> Task brief: Using the records that follow, work out how many lines hold the string "Answer" and provide that number only.

-- Excerpted records follows --

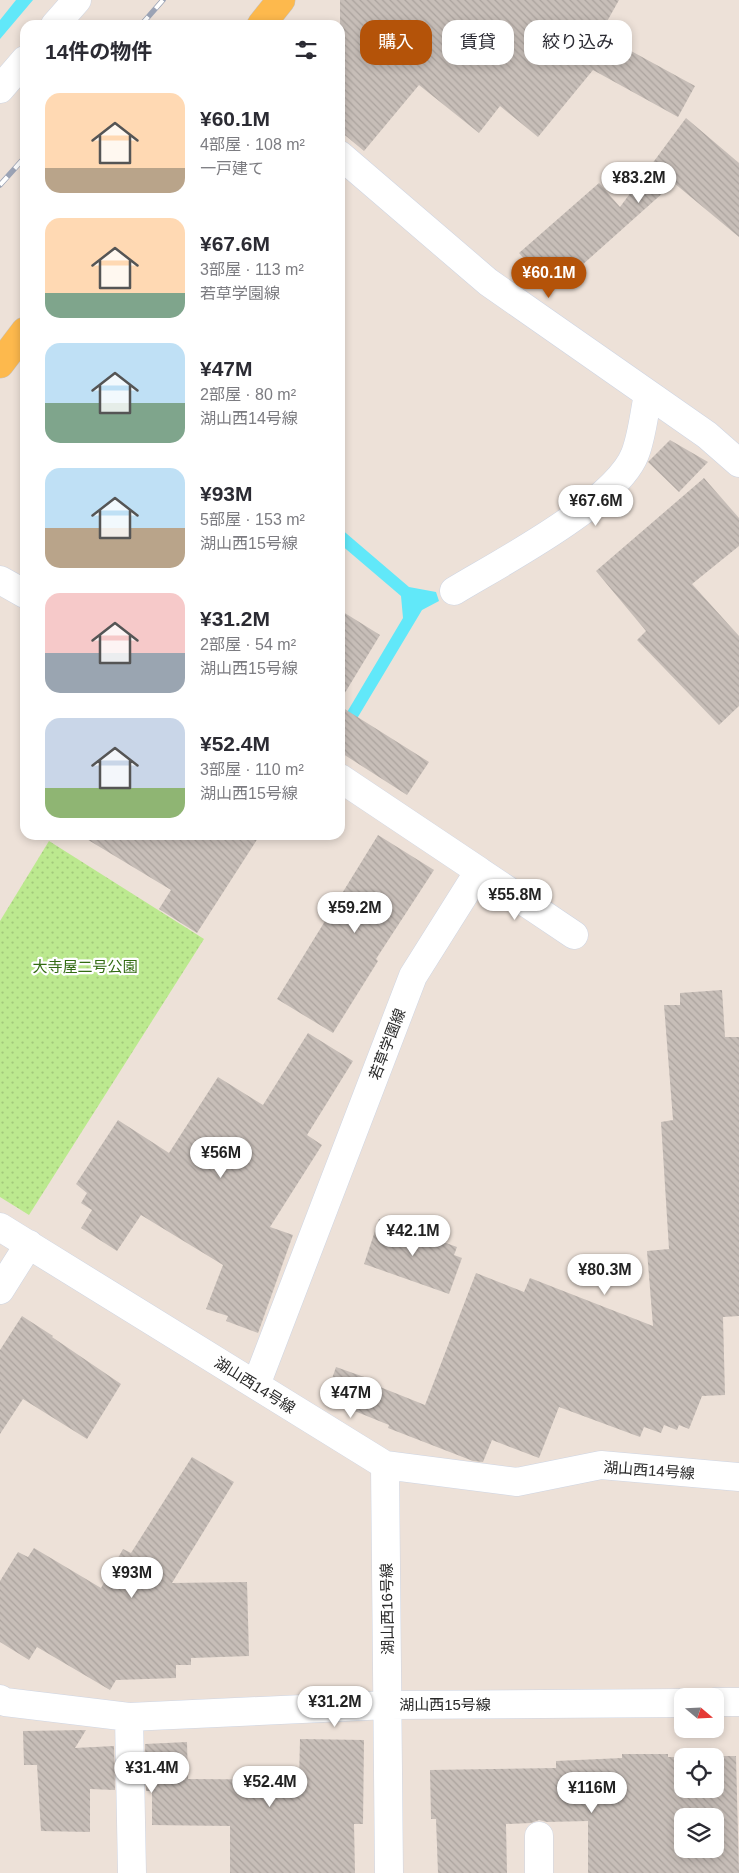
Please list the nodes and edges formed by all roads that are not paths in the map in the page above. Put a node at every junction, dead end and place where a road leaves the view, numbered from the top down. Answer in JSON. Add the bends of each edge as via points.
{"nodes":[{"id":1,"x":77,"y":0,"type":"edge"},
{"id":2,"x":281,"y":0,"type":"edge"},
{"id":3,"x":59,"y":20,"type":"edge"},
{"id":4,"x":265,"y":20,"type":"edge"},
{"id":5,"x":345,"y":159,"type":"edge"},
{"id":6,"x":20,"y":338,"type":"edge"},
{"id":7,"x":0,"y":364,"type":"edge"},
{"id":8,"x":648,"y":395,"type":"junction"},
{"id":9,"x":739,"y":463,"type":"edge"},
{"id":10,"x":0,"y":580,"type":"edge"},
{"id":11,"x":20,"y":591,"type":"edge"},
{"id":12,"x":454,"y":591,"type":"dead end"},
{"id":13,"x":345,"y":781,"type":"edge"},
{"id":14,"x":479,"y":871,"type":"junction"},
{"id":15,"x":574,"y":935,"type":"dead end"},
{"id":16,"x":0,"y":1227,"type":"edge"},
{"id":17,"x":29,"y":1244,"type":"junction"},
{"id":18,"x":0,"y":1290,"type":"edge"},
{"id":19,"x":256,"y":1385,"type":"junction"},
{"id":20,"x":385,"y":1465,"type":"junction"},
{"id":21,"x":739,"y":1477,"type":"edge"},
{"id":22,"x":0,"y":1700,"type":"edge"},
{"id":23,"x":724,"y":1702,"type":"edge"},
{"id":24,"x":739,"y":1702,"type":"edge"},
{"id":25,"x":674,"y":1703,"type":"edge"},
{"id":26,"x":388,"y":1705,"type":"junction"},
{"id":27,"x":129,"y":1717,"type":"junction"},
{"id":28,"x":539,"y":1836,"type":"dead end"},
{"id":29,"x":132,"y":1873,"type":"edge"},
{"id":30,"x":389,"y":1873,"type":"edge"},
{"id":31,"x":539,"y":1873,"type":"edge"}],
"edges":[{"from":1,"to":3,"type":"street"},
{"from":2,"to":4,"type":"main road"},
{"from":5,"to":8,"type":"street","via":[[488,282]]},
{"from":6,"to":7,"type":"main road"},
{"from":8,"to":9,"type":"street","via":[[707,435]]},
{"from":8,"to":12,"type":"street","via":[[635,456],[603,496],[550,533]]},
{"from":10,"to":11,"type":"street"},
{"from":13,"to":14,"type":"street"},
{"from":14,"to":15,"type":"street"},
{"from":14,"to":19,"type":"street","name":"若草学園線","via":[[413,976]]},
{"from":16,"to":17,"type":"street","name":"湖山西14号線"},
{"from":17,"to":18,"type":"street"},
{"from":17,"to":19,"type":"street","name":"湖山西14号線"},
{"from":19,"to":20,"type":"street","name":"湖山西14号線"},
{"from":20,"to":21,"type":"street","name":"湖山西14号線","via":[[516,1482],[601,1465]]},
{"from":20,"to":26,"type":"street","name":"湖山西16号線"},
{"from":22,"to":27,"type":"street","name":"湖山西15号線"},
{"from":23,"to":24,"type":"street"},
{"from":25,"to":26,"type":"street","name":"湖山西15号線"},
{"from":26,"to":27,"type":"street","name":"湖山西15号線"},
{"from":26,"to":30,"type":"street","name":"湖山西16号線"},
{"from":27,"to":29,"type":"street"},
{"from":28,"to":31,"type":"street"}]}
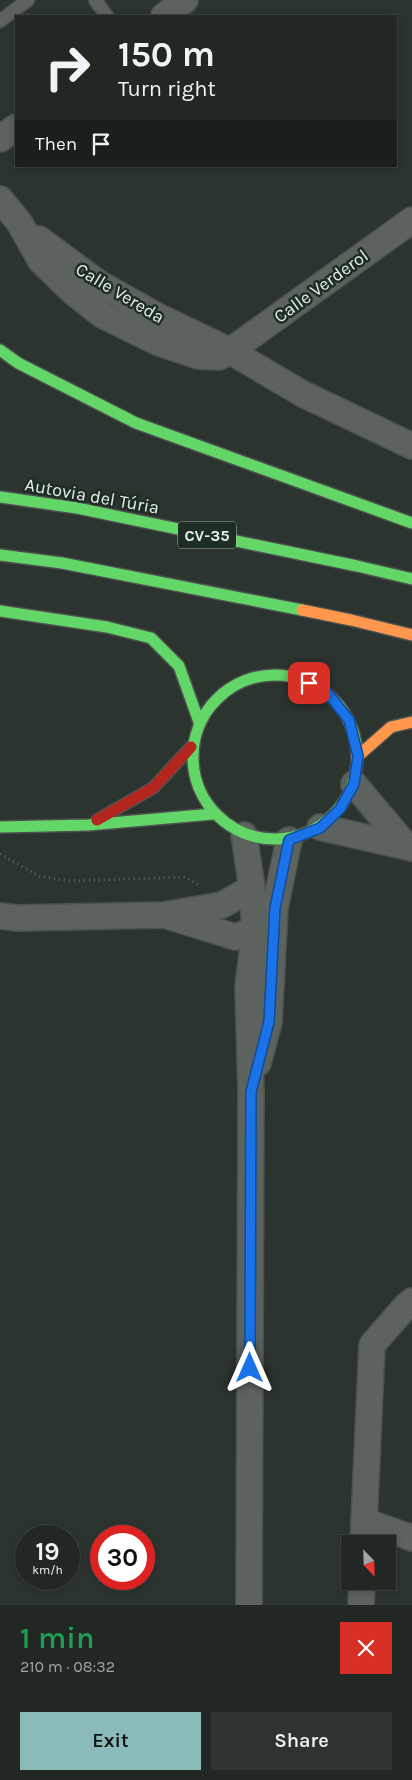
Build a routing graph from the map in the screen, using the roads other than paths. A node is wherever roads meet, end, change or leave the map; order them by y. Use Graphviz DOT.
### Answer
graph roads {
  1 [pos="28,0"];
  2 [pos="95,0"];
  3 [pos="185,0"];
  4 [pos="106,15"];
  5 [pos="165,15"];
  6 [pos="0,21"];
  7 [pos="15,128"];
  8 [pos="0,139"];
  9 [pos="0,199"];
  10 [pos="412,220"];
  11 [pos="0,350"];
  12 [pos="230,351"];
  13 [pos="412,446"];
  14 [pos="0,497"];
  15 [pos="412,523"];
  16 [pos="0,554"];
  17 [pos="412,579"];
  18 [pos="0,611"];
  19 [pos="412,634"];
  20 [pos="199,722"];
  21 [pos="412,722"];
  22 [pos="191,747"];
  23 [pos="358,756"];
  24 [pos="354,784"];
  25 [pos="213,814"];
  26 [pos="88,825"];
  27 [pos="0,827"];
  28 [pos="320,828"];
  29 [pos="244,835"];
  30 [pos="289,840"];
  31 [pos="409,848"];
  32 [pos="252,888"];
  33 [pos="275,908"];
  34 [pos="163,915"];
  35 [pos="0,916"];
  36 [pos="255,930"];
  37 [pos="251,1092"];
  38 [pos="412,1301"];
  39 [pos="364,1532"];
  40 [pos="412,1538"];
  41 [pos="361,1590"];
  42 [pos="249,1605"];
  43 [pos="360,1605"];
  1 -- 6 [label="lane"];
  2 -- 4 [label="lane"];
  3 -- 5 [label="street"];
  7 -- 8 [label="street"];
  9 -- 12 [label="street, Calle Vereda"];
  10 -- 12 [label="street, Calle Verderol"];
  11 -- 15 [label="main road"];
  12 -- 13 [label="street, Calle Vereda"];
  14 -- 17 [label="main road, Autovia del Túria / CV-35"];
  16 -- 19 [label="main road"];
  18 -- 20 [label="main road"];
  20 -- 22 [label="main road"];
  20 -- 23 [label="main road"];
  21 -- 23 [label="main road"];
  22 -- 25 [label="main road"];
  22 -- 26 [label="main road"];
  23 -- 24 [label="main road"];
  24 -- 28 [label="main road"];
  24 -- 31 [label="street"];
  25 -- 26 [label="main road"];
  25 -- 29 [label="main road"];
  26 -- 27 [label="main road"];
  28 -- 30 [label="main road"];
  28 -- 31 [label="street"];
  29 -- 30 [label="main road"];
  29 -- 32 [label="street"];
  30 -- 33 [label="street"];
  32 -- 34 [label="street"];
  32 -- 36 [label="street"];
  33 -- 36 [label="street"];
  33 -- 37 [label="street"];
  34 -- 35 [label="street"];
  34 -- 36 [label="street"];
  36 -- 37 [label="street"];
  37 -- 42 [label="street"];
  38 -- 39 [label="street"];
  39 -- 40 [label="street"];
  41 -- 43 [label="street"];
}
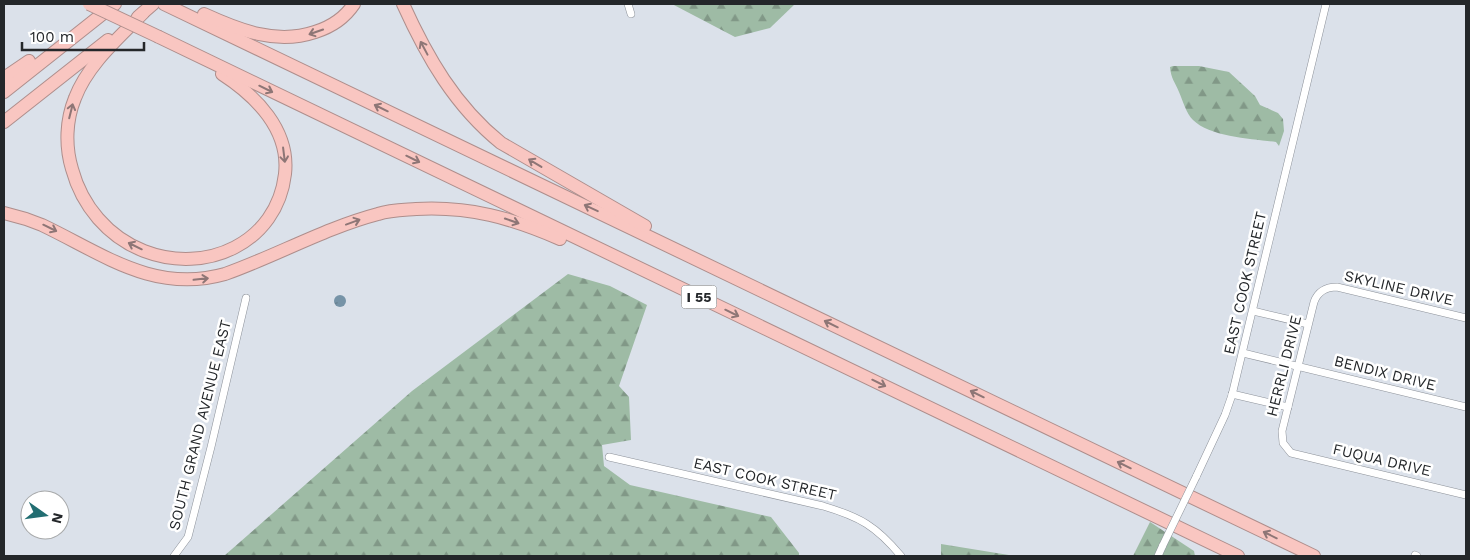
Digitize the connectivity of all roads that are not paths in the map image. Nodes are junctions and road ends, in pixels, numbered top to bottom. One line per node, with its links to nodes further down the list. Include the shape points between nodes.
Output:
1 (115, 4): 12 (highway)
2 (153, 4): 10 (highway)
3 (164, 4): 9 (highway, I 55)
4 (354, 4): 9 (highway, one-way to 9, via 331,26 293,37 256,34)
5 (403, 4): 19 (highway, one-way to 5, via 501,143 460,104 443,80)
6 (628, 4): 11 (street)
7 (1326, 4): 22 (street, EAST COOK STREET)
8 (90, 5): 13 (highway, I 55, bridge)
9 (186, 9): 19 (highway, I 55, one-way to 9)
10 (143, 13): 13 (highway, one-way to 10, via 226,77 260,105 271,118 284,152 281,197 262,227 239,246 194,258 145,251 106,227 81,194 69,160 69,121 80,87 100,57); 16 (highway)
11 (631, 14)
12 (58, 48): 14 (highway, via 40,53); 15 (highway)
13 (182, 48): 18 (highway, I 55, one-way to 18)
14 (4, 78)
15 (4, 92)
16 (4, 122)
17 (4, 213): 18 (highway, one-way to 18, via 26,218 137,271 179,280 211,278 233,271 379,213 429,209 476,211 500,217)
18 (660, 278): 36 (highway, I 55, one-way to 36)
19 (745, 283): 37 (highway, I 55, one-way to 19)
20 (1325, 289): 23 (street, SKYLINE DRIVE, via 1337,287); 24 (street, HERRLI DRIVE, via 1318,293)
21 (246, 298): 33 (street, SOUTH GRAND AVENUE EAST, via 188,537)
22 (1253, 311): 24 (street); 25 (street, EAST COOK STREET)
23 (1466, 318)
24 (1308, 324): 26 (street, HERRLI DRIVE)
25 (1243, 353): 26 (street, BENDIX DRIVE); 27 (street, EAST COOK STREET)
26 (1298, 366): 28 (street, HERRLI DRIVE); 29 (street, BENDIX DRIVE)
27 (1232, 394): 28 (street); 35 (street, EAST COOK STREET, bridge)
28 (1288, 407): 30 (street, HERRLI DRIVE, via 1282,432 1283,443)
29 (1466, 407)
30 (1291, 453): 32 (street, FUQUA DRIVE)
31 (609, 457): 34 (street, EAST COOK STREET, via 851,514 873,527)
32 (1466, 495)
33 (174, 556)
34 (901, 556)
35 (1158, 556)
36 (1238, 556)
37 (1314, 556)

-- Excerpted records concluded --

> Solution below: 2